Denis Dutton: A Darwinian theory of Beauty -


SUMMARY
The author is an art philosopher who is trying to find the concept of beauty, by
studying it in an intellectual, philosophical, and psychological way. The diverse types of
beauty (human beings, natural landforms, works of art, etc), makes the look for a unique
concept complicated. Many people consider that beauty is in the eye of the beholder
while academics add that it is also culturally conditioned.
In order to explain the universality of beauty, Dutton argues that it is necessary to
reverse engineer in order to reconstruct the evolutionary history of our artistic taste and
in that way explain how they came to be engraved in our minds along history. The
author also explains that the experience of beauty belongs to our evolved human
psychology and that it is an adaptive effect. According with Darwin evolution operates
mainly by 2 principles, natural selection (random mutation, selective retention,
repulsion, pleasures) and sexual selection. The experience of beauty is one of the ways
that evolution has of maintaining interest while encouraging the humans to make
adaptive decisions for survival and reproduction.

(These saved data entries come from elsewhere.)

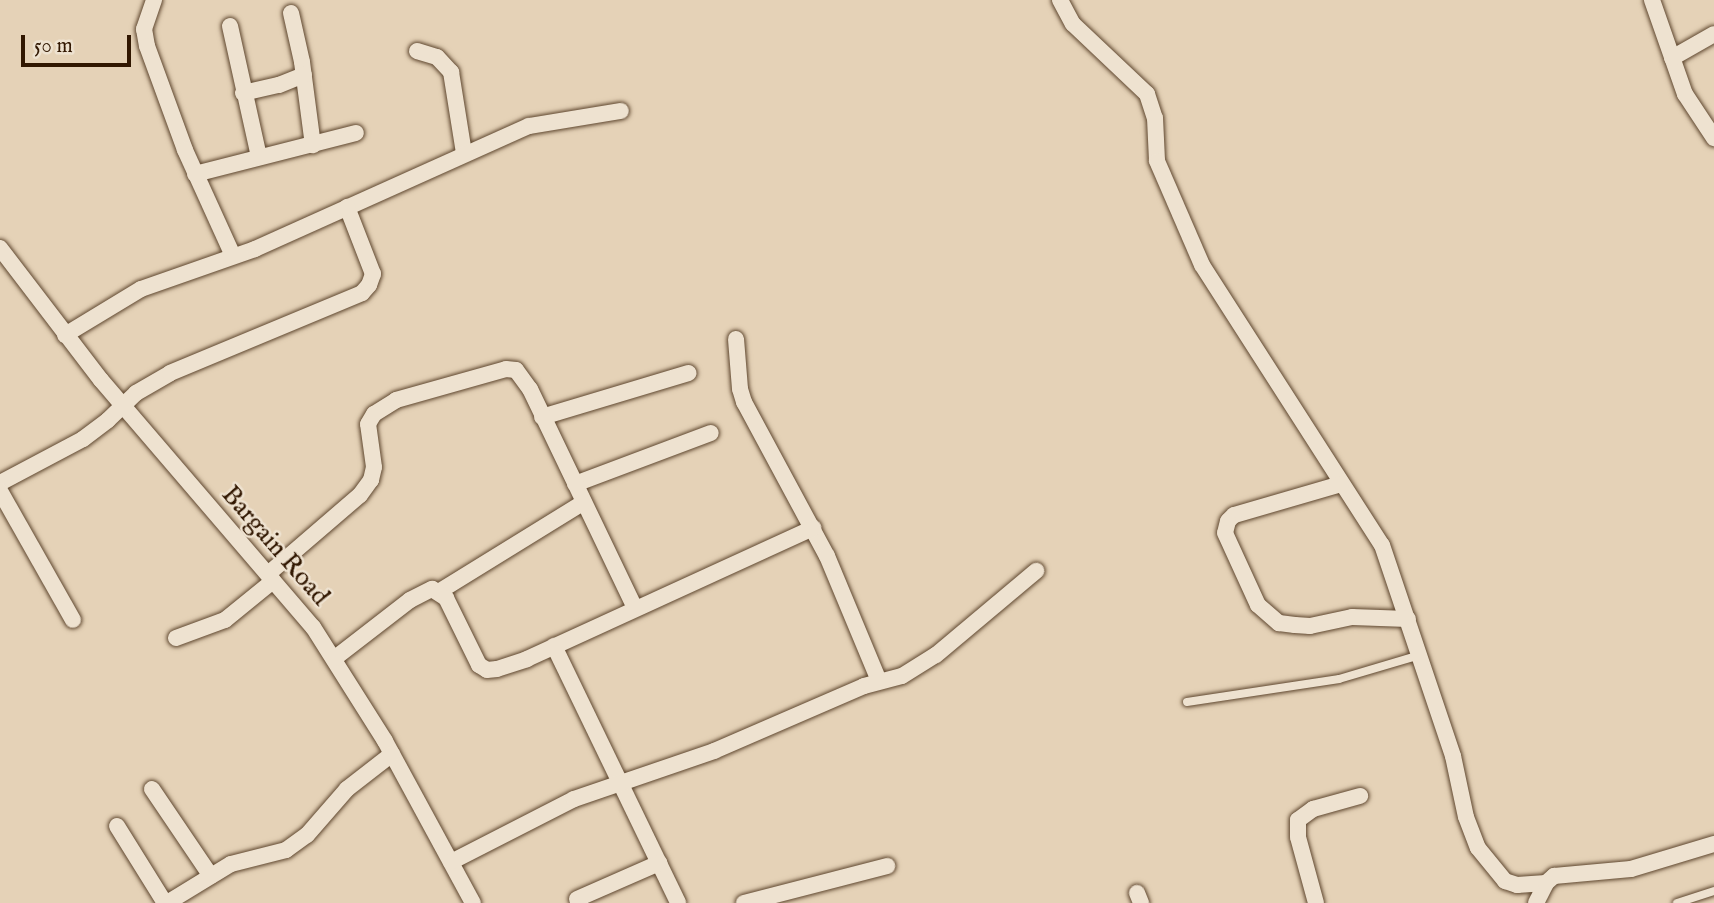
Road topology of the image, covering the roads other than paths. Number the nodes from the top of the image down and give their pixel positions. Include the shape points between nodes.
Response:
1 (154, 0) edge
2 (1060, 0) edge
3 (1651, 0) edge
4 (291, 13) dead end
5 (230, 26) dead end
6 (1714, 34) edge
7 (417, 51) dead end
8 (1671, 58) junction
9 (304, 75) junction
10 (243, 93) junction
11 (621, 111) dead end
12 (356, 133) dead end
13 (1714, 138) edge
14 (313, 145) junction
15 (464, 153) junction
16 (260, 157) junction
17 (195, 174) junction
18 (347, 207) junction
19 (0, 248) edge
20 (233, 256) junction
21 (65, 335) junction
22 (736, 339) dead end
23 (689, 373) dead end
24 (124, 407) junction
25 (542, 417) junction
26 (711, 433) dead end
27 (0, 483) edge
28 (575, 484) junction
29 (1341, 484) junction
30 (0, 491) edge
31 (584, 502) junction
32 (813, 528) junction
33 (1036, 571) dead end
34 (271, 578) junction
35 (440, 591) junction
36 (635, 608) junction
37 (1408, 619) junction
38 (73, 621) dead end
39 (176, 638) dead end
40 (554, 646) junction
41 (1420, 656) junction
42 (335, 658) junction
43 (879, 681) junction
44 (1187, 702) dead end
45 (392, 754) junction
46 (621, 784) junction
47 (152, 789) dead end
48 (1360, 796) dead end
49 (117, 826) dead end
50 (1714, 844) edge
51 (451, 862) junction
52 (659, 863) junction
53 (887, 866) dead end
54 (211, 876) junction
55 (1546, 883) junction
56 (1714, 891) edge
57 (577, 900) dead end
58 (166, 903) edge
59 (473, 903) edge
60 (678, 903) edge
61 (744, 903) edge
62 (1316, 903) edge
63 (1536, 903) edge
64 (1677, 903) edge

1 - 17 street via 144,29 147,47
2 - 29 street via 1073,24 1147,94 1157,161 1192,245
3 - 8 street
4 - 9 street
5 - 10 street
6 - 8 street
7 - 15 street via 437,57 451,72
8 - 13 street via 1685,94
9 - 10 street
9 - 14 street
10 - 16 street
11 - 15 street via 529,126
12 - 14 street
14 - 16 street
15 - 18 street
16 - 17 street
17 - 20 street
18 - 20 street
18 - 24 street via 373,274 362,293 170,373 136,393
19 - 21 street, Bargain Road
20 - 21 street via 141,289
21 - 24 street, Bargain Road
22 - 32 street via 744,402
23 - 25 street
24 - 27 street via 83,439
24 - 34 street, Bargain Road
25 - 28 street
25 - 34 street via 524,377 506,369 384,405 368,424 374,467 371,480
26 - 28 street
28 - 31 street
29 - 37 street via 1382,545
29 - 37 street via 1234,515 1228,522 1224,533 1258,605 1279,623 1295,625 1352,617
30 - 38 street
31 - 35 street
31 - 36 street
32 - 36 street
32 - 43 street
33 - 43 street via 936,655 902,676
34 - 39 street via 225,620
34 - 42 street, Bargain Road
35 - 40 street via 472,656 487,670
35 - 42 street via 422,592
36 - 40 street
37 - 41 street
40 - 46 street
41 - 44 lane via 1339,678
41 - 55 street via 1478,848 1505,881
42 - 45 street, Bargain Road
43 - 46 street via 714,751
45 - 51 street, Bargain Road
45 - 54 street via 347,789 298,842 275,856 240,860
46 - 51 street via 560,805
46 - 52 street
47 - 54 street
48 - 62 street via 1313,809 1298,820
49 - 58 street
50 - 55 street via 1631,869 1554,876
51 - 59 street, Bargain Road
52 - 57 street
52 - 60 street
53 - 61 street
54 - 58 street
55 - 63 street
56 - 64 lane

The beauty in landscapes is an absolute example of how people everywhere find
beauty in similar visual experiences from the earliest known works of arts, made by
Homo erectus and Homo ergaster between 50.000 and 100.000 years ago, the
symmetry and attractive material of their works are beautiful even today.
All in all, beauty is a gift passed from our most ancient ancestor and that will be
with us and our descendants while the human race exists.